Assessment and feedback
What is assessment?
(The following information is taken from Guidelines for Good Assessment Practice in Higher Education produced by the Centre for the Development and Enhancement of Professional Practice at the University of Cumbria)

One of the difficult aspects of assessment is that it has to fulfil several different functions which are sometimes in conflict with each other. These different functions are often described as assessment of learning, assessment for learning and assessment as learning.

Assessment of Learning involves making judgements about students’ achievement for the purposes of selection and certification and acts as a focus for institutional accountability and quality assurance. For example, external examiners judge the quality of programmes through student assessment and the number of ‘good’ degrees awarded is used as a key variable in university league tables.

Assessment for Learning is formative and diagnostic, focusing on helping students learn through completing their assignments and gaining feedback. It provides information about student achievement which allows teaching and learning activites to be changed in response to the needs of the learner.

Assessment as Learning sees student involvement in assessment; participating in peer assessment, working with assessment criteria and self-monitoring of progress, as moments of learning themselves. Students come to have a better understanding of the subject matter, expected standards of achievement and their own learning through close involvement with assessment.
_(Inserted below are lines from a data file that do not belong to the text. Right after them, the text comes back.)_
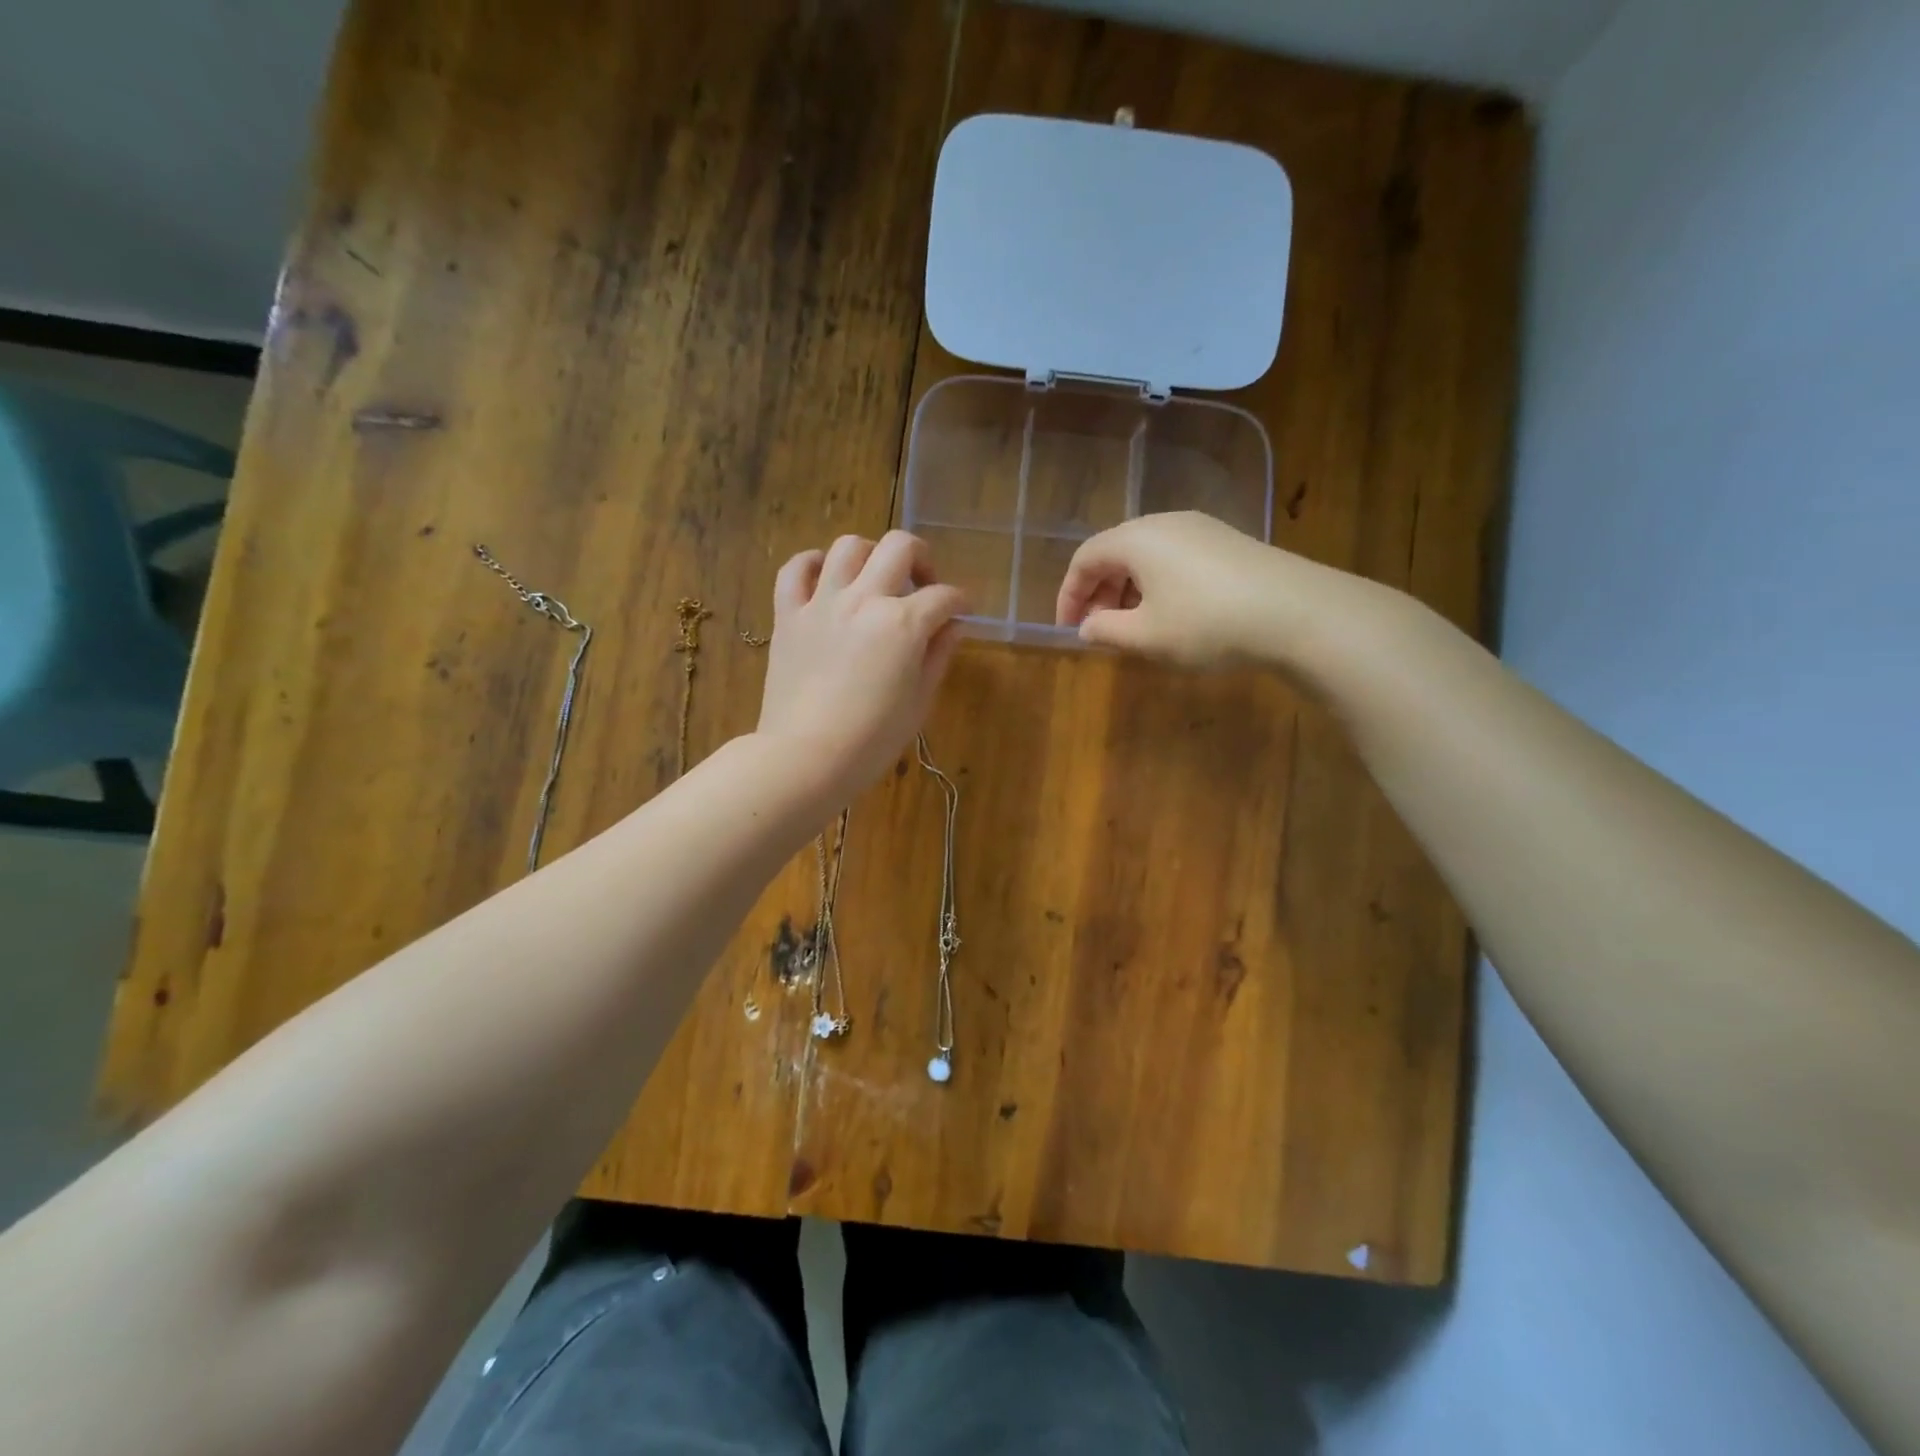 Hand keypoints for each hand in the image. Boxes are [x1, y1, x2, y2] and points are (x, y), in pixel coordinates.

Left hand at [757, 531, 967, 805]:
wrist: (806, 759)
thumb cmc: (872, 741)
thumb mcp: (919, 702)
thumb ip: (938, 655)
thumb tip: (953, 626)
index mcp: (904, 623)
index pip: (944, 597)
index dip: (961, 602)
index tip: (962, 612)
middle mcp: (864, 599)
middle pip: (900, 548)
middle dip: (922, 559)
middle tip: (923, 585)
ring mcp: (822, 603)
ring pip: (848, 547)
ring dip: (870, 555)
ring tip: (874, 580)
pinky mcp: (788, 615)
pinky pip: (795, 569)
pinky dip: (813, 564)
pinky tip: (825, 579)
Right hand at [1055, 512, 1298, 667]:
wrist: (1297, 612)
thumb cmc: (1207, 623)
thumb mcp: (1146, 636)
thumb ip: (1106, 630)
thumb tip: (1087, 626)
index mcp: (1137, 539)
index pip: (1085, 557)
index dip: (1069, 594)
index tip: (1068, 629)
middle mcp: (1165, 523)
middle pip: (1116, 552)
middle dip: (1099, 592)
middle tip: (1099, 630)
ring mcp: (1201, 529)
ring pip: (1147, 556)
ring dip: (1129, 591)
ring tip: (1134, 627)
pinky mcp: (1227, 542)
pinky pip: (1175, 559)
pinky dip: (1158, 585)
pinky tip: (1171, 615) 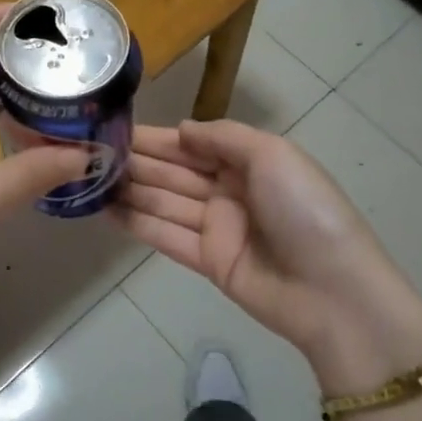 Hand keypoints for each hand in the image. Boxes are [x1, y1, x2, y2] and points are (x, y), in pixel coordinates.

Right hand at [113, 120, 421, 390]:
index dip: (158, 137)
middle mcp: (230, 190)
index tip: (116, 128)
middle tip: (89, 152)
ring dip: (130, 190)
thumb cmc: (305, 210)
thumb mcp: (272, 156)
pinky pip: (167, 236)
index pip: (193, 144)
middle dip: (137, 161)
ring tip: (88, 179)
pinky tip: (106, 211)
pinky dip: (138, 223)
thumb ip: (223, 137)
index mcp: (250, 162)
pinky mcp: (208, 262)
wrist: (333, 292)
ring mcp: (218, 228)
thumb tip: (181, 130)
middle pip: (175, 171)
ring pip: (165, 202) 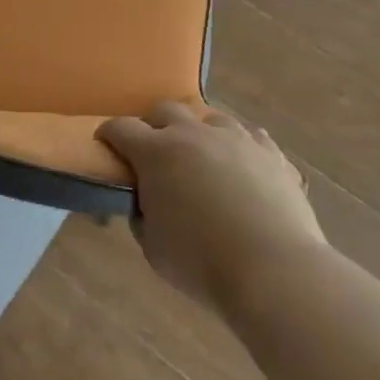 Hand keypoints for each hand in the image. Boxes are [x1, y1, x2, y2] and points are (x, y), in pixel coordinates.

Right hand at [98, 102, 326, 311]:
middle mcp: (193, 134)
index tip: (105, 145)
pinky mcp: (271, 153)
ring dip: (198, 133)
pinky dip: (239, 147)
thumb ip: (142, 216)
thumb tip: (146, 203)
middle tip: (153, 152)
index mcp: (156, 152)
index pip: (121, 128)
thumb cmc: (201, 262)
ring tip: (201, 159)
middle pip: (165, 110)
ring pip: (210, 118)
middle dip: (153, 126)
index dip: (109, 134)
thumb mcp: (153, 247)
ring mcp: (236, 138)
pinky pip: (250, 137)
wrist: (273, 269)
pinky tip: (241, 165) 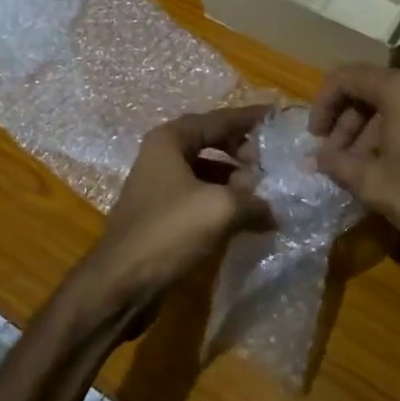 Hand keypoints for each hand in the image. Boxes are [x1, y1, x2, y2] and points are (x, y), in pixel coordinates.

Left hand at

What does research say about assessment in higher education?
Research into assessment in higher education suggests the following key considerations:

• Assessment strongly influences students’ learning,
including what they study, when they study, how much work they do and the approach they take to their learning.

• The type of assessment influences the quality and amount of learning achieved by students.

• Poorly designed assessment can lead to students developing limited conceptual understanding of the material.

• Well-designed assessment is likely to be intrinsically motivating for students and lead to better retention of material which students can apply in other settings.

• Students’ prior experience of learning and perceptions of assessment may override attempts by lecturers to change their approach to learning, and they should be helped to a better understanding of assessment tasks.

• Feedback is the most important aspect of the assessment process for raising achievement, yet currently students express considerable dissatisfaction with much of the feedback received and it does not always impact on their learning.

• Self and peer assessment are crucial elements in helping students to learn from their assessment and become more autonomous learners.

• Feedback should inform tutors’ teaching and support strategies as well as student activity.